Lyn Wadley of Johannesburg’s University of the Witwatersrand, who led an international team of researchers, said mats believed used for bedding and work surfaces fit other findings that show modern man evolved in Africa.
The hunter gatherers she has been studying “were the ancestors of all of us,” Wadley said in an interview. “They were modern humans.”
Her fossilized evidence was found at an ancient cliff shelter known as Sibudu, near the western South African city of Durban, where Wadley has been working since 1998.
Some of the plants used had properties that repelled disease-carrying flies and mosquitoes, Wadley said. She said their use showed the Sibudu people were working to prevent disease, and that she expects to find evidence they also consumed the plants as medicines.
“Early use of herbal medicines may have awarded selective advantages to humans, and the use of such plants implies a new dimension to the behavior of early humans at this time,” she and her colleagues wrote in the Science article.
Nick Barton, of Oxford’s Institute of Archaeology, said work by Wadley and others in southern Africa and his own work in North Africa “is all sort of building up to present a very coherent picture” of how and where modern man evolved. Barton, who was not involved in Wadley’s work, helped uncover some of the world’s earliest shell ornaments in a limestone cave in Morocco.

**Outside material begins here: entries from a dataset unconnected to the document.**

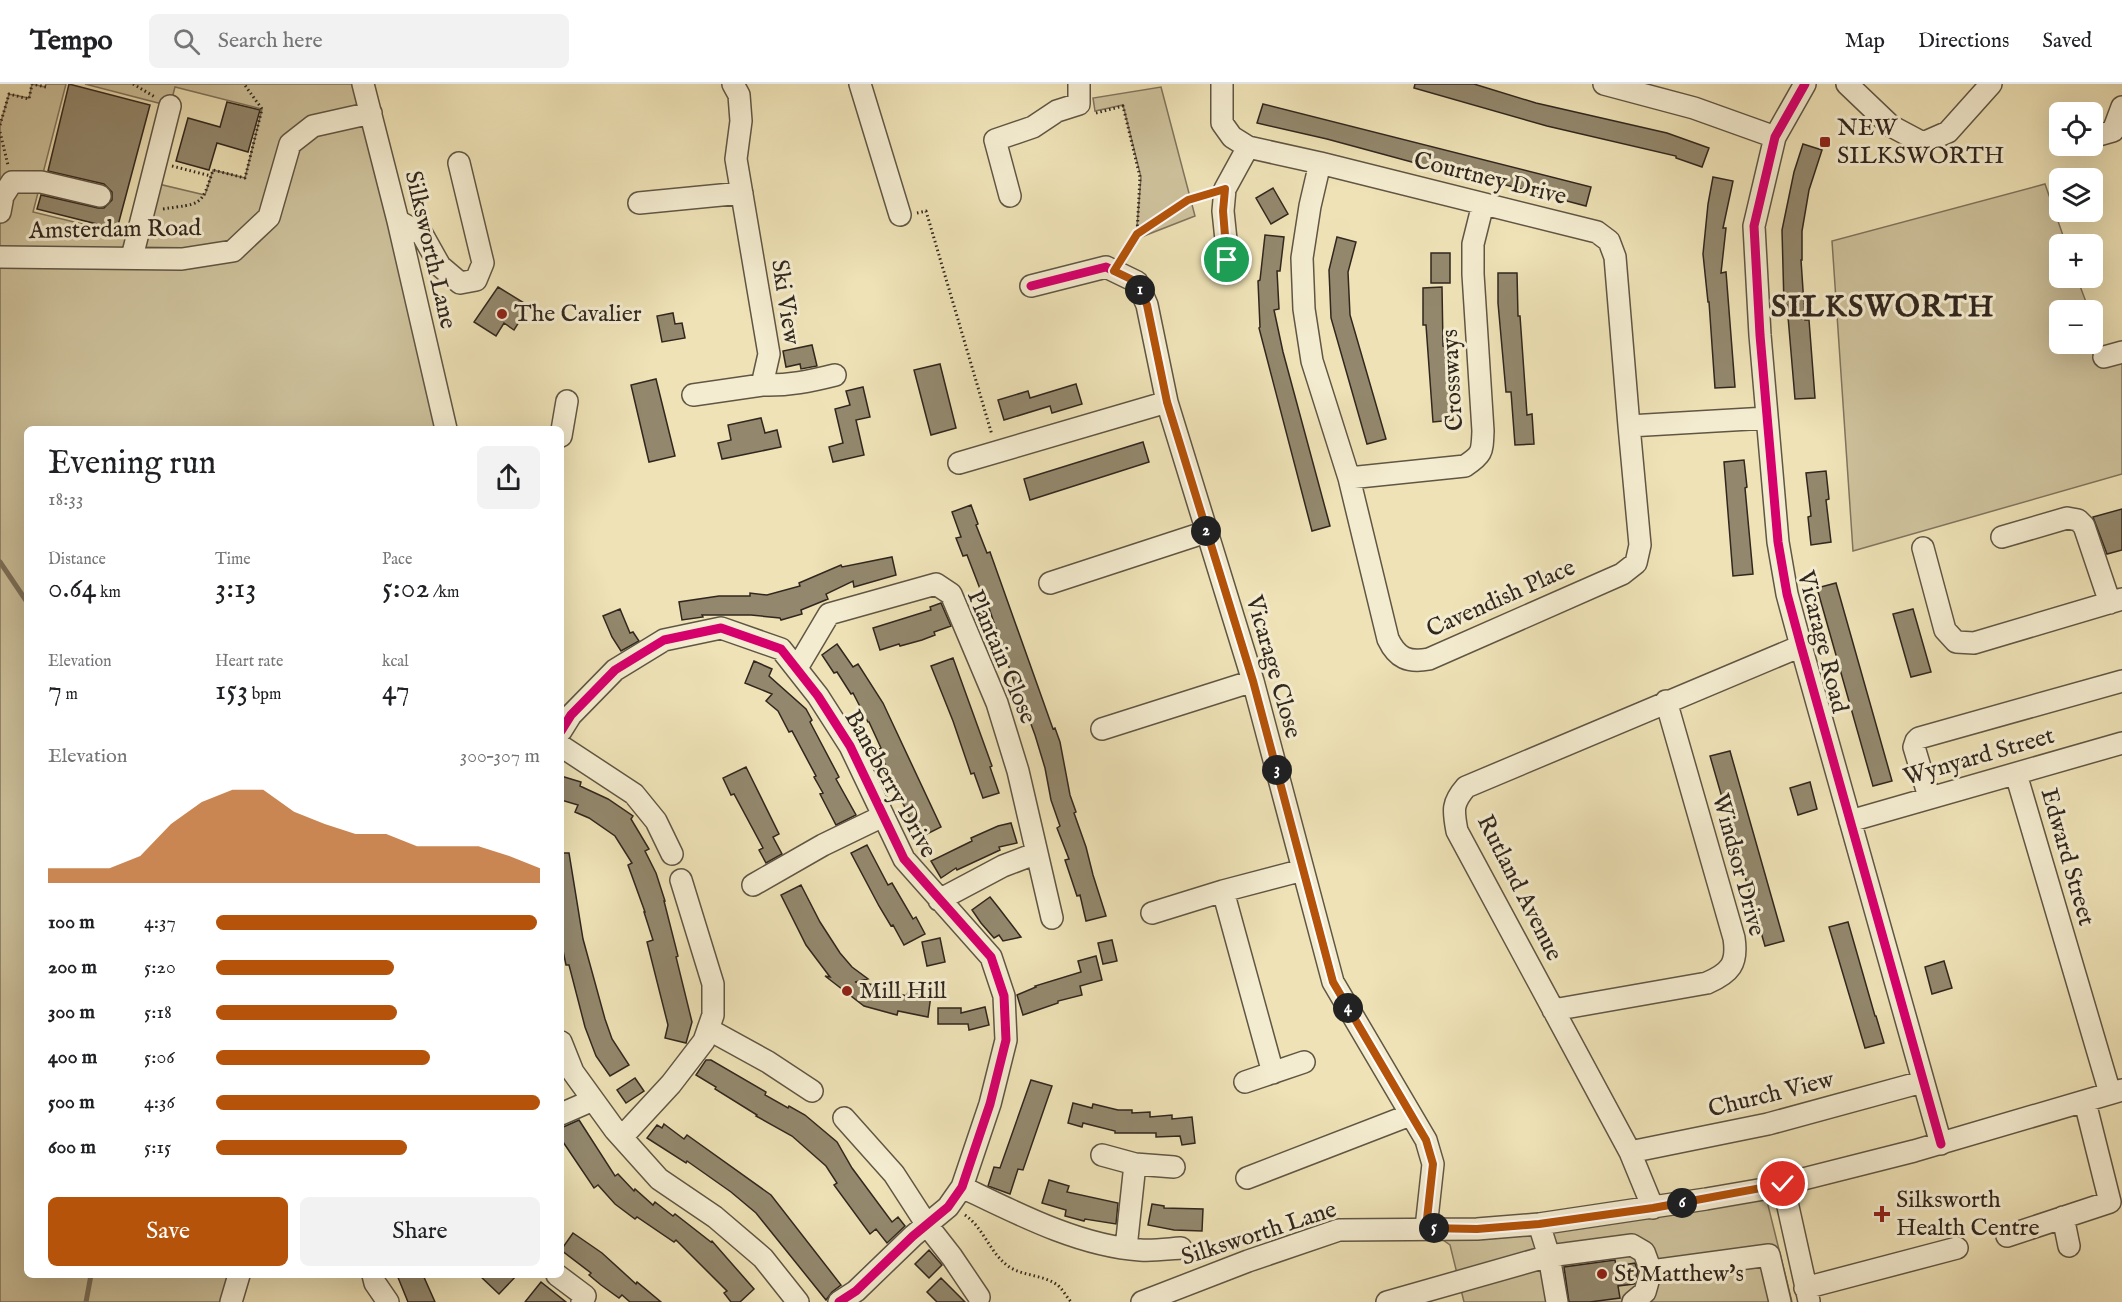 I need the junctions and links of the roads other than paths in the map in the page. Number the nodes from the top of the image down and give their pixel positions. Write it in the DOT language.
graph roads {
  1 [pos="363,84"];
  2 [pos="733,84"];
  3 [pos="860,84"];
  4 [pos="1222,84"];
  5 [pos="1605,84"];
  6 [pos="1804,84"];
  7 [pos="1846,84"];
  8 [pos="1991,84"];
  9 [pos="1079,94"];
  10 [pos="170,106"];
  11 [pos="2122,107"];
  12 [pos="371,113"];
  13 [pos="2103,134"];
  14 [pos="1776,137"];
  15 [pos="1248,147"];
  16 [pos="459,163"];
  17 [pos="1320,163"];
  18 [pos="742,193"];
  19 [pos="100,196"];
  20 [pos="1010,196"];
  21 [pos="639,203"];
  22 [pos="1483,204"];
  23 [pos="0,212"];
  24 [pos="900,215"];
  25 [pos="398,221"];
  26 [pos="0,257"];
  27 [pos="132,257"];
  28 [pos="1227,260"];
  29 [pos="1030,286"];
  30 [pos="836,375"];
  31 [pos="762,385"];
  32 [pos="693,395"];
  33 [pos="567,401"];
  34 [pos="1167,402"];
  35 [pos="1767,418"];
  36 [pos="445,426"];
  37 [pos="563,426"];
  38 [pos="1629,426"];
  39 [pos="959,463"];
  40 [pos="1350,478"];
  41 [pos="1206,532"];
  42 [pos="2002,537"];
  43 [pos="1923,548"];
  44 [pos="1050,583"];
  45 [pos="2116,601"];
  46 [pos="1801,645"];
  47 [pos="796,668"];
  48 [pos="1253,681"];
  49 [pos="2122,681"];
  50 [pos="1666,701"];
  51 [pos="564,726"];
  52 [pos="1102,729"];
  53 [pos="564,748"];
  54 [pos="2121,749"];
  55 [pos="2016,774"];
  56 [pos="1929,797"];
  57 [pos="883,816"];
  58 [pos="1850,821"];
  59 [pos="1037,853"];
  60 [pos="672,854"];
  61 [pos="1304,870"];
  62 [pos="681,880"];
  63 [pos="753,885"];
  64 [pos="1222,891"];
  65 [pos="939,900"];
  66 [pos="1152,913"];
  67 [pos="1052,918"];
  68 [pos="1553,1010"];
  69 [pos="708,1029"];
  70 [pos="564,1050"];
  71 [pos="1304,1062"];
  72 [pos="1273,1073"];
  73 [pos="1245,1082"];
  74 [pos="1922,1082"];
  75 [pos="812,1091"];
  76 [pos="2116,1091"];
  77 [pos="593,1100"];
  78 [pos="2085,1102"];
  79 [pos="564,1113"];
  80 [pos="1410,1115"];
  81 [pos="844,1118"];
  82 [pos="622,1137"];
  83 [pos="1941,1144"];
  84 [pos="1630,1152"];
  85 [pos="1102,1155"];
  86 [pos="1135,1164"];
  87 [pos="1174,1167"];
  88 [pos="1247,1178"];
  89 [pos="1783,1184"];
  90 [pos="956,1195"];
  91 [pos="1653,1208"];
  92 [pos="2063,1218"];
  93 [pos="1539,1224"];
  94 [pos="927,1225"];
  95 [pos="1426,1228"];
  96 [pos="2007,1236"];
  97 [pos="2069,1246"];
  98 [pos="1126,1248"];
  99 [pos="1181,1248"];
  100 [pos="1957,1248"];
  101 [pos="1549,1256"];
  102 [pos="1651,1270"];
  103 [pos="238,1278"];
  104 [pos="374,1278"];
  105 [pos="560,1278"];
  106 [pos="1807,1295"];
  107 [pos="979,1297"];
  108 [pos="586,1300"];
  109 [pos="231,1302"];
  110 [pos="388,1302"];
  111 [pos="798,1302"];
  112 [pos="839,1302"];
  113 [pos="1142,1302"];
  114 [pos="1387,1302"];
  115 [pos="1557,1302"];
  116 [pos="1633,1302"];
  117 [pos="1780,1302"];
  1 -- 12 [label="street, Silksworth Lane"];
  2 -- 18 [label="street, Ski View"];
  3 -- 24 [label="street"];
  4 -- 15 [label="street, Courtney Drive"];
  5 -- 14 [label="street"];
  6 -- 14 [label="street, Vicarage Road"];
  7 -- 8 [label="street"];
  9 -- 20 [label="street"];
  10 -- 27 [label="street"];
  11 -- 13 [label="street"];
  12 -- 25 [label="street, Silksworth Lane"];
  12 -- 27 [label="street, Amsterdam Road"];
  14 -- 35 [label="street, Vicarage Road"];
  15 -- 17 [label="street, Courtney Drive"];
  15 -- 28 [label="street"];
  16 -- 25 [label="street"];
  17 -- 22 [label="street, Courtney Drive"];
  17 -- 40 [label="street, Cavendish Place"];
  18 -- 21 [label="street"];
  18 -- 31 [label="street, Ski View"];
  19 -- 23 [label="street"];
  22 -- 38 [label="street, Courtney Drive"];
  22 -- 40 [label="street, Crossways"];
  25 -- 36 [label="street, Silksworth Lane"];
  26 -- 27 [label="street, Amsterdam Road"];
  29 -- 34 [label="street, Vicarage Close"];
  30 -- 31 [label="street"];
  31 -- 32 [label="street"];
  33 -- 37 [label="street"];
  34 -- 39 [label="street"];
  34 -- 41 [label="street, Vicarage Close"];
  35 -- 38 [label="street"];
  35 -- 46 [label="street, Vicarage Road"];
  38 -- 40 [label="street, Cavendish Place"];
  41 -- 44 [label="street"];
  41 -- 48 [label="street, Vicarage Close"];
  42 -- 45 [label="street"];
  43 -- 45 [label="street"];
  46 -- 50 [label="street, Rutland Avenue"];
  46 -- 58 [label="street, Vicarage Road"];
  47 -- 51 [label="street, Baneberry Drive"];
  47 -- 57 [label="street, Baneberry Drive"];
  47 -- 59 [label="street, Plantain Close"];
  48 -- 52 [label="street"];
  48 -- 61 [label="street, Vicarage Close"];
  49 -- 56 [label="street"];
  50 -- 68 [label="street, Windsor Drive"];
  50 -- 68 [label="street, Rutland Avenue"];
  53 -- 60 [label="street"];
  54 -- 55 [label="street, Wynyard Street"];
  55 -- 56 [label="street, Wynyard Street"];
  55 -- 76 [label="street, Edward Street"];
  56 -- 58 [label="street, Wynyard Street"];
  57 -- 63 [label="street"];
  57 -- 65 [label="street, Baneberry Drive"];
  58 -- 74 [label="street, Vicarage Road"];
  59 -- 65 [label="street"];
  59 -- 67 [label="street, Plantain Close"];
  61 -- 64 [label="street"];
  61 -- 80 [label="street, Vicarage Close"];
  62 -- 69 [label="street"];
  64 -- 66 [label="street"];
  64 -- 72 [label="street"];
  65 -- 90 [label="street, Baneberry Drive"];
  68 -- 84 [label="street, Rutland Avenue"];
  69 -- 75 [label="street"];
  69 -- 82 [label="street"];
  70 -- 77 [label="street"];
  71 -- 72 [label="street"];
  72 -- 73 [label="street"];
  74 -- 83 [label="street, Vicarage Road"];
  74 -- 84 [label="street, Church View"];
  76 -- 78 [label="street, Silksworth Lane"];
  77 -- 79 [label="street"];
  77 -- 82 [label="street"];
  78 -- 83 [label="street, Silksworth Lane"];
  78 -- 92 [label="street"];
  80 -- 88 [label="street"];
  80 -- 95 [label="street, Vicarage Close"];
  81 -- 94 [label="street"];
  82 -- 111 [label="street"];
  83 -- 89 [label="street, Silksworth Lane"];
  84 -- 91 [label="street, Rutland Avenue"];
  85 -- 86 [label="street"];
  86 -- 87 [label="street"];
  86 -- 98 [label="street"];
  89 -- 91 [label="street, Silksworth Lane"];
  89 -- 106 [label="street"];
  90 -- 94 [label="street"];
  90 -- 98 [label="street"];
  91 -- 93 [label="street, Silksworth Lane"];
  92 -- 96 [label="street"];
  92 -- 97 [label="street"];
  93 -- 95 [label="street, Silksworth Lane"];
  93 -- 101 [label="street"];
  94 -- 107 [label="street"];
  94 -- 112 [label="street"];
  95 -- 113 [label="street, Silksworth Lane"];
  98 -- 99 [label="street"];
  100 -- 106 [label="street"];
  101 -- 102 [label="street"];
  101 -- 114 [label="street"];
  101 -- 115 [label="street"];
  102 -- 116 [label="street"];
  102 -- 117 [label="street"];
  103 -- 109 [label="street"];
  104 -- 110 [label="street"];
  105 -- 108 [label="street"];
}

Marlize Lombard, an anthropologist from the University of Johannesburg, has researched indications that ancient Sibudu people used bows and arrows, complex technology. She said the bedding Wadley found during unrelated research also was not simple, consisting of layers of grass and leaves.
The weapons and the bedding “show that people then already had very advanced ways of thinking about things, doing things,” Lombard said.
Like people today, she said, they “did not always choose the simplest solutions.”
Wadley said that while shell beads and other findings that indicate how early humans thought about themselves and their environment may be more glamorous, her bedding and evidence about how plants were processed to create it are a window on a community’s day-to-day life.
The earliest mats are about 77,000 years old, around the time other research shows early Africans were using shell beads, engraving, and innovative stone technology. The mats are some 50,000 years older than other examples of plant bedding found in Spain, Israel and elsewhere in South Africa.
Mats are still woven from plant materials for bedding and work surfaces in South Africa. The cryptocarya plant the Sibudu people used is still used in traditional pain killers and other medicines, Wadley said. She said it’s also the basis of some modern cancer treatments.
Wadley said the Sibudu people, who looked very much like today’s humans, let their mats pile up over time, periodically burning them, perhaps to get rid of pests and clear space for new bedding.
For all their modern ways, she said, “nobody took the garbage out.”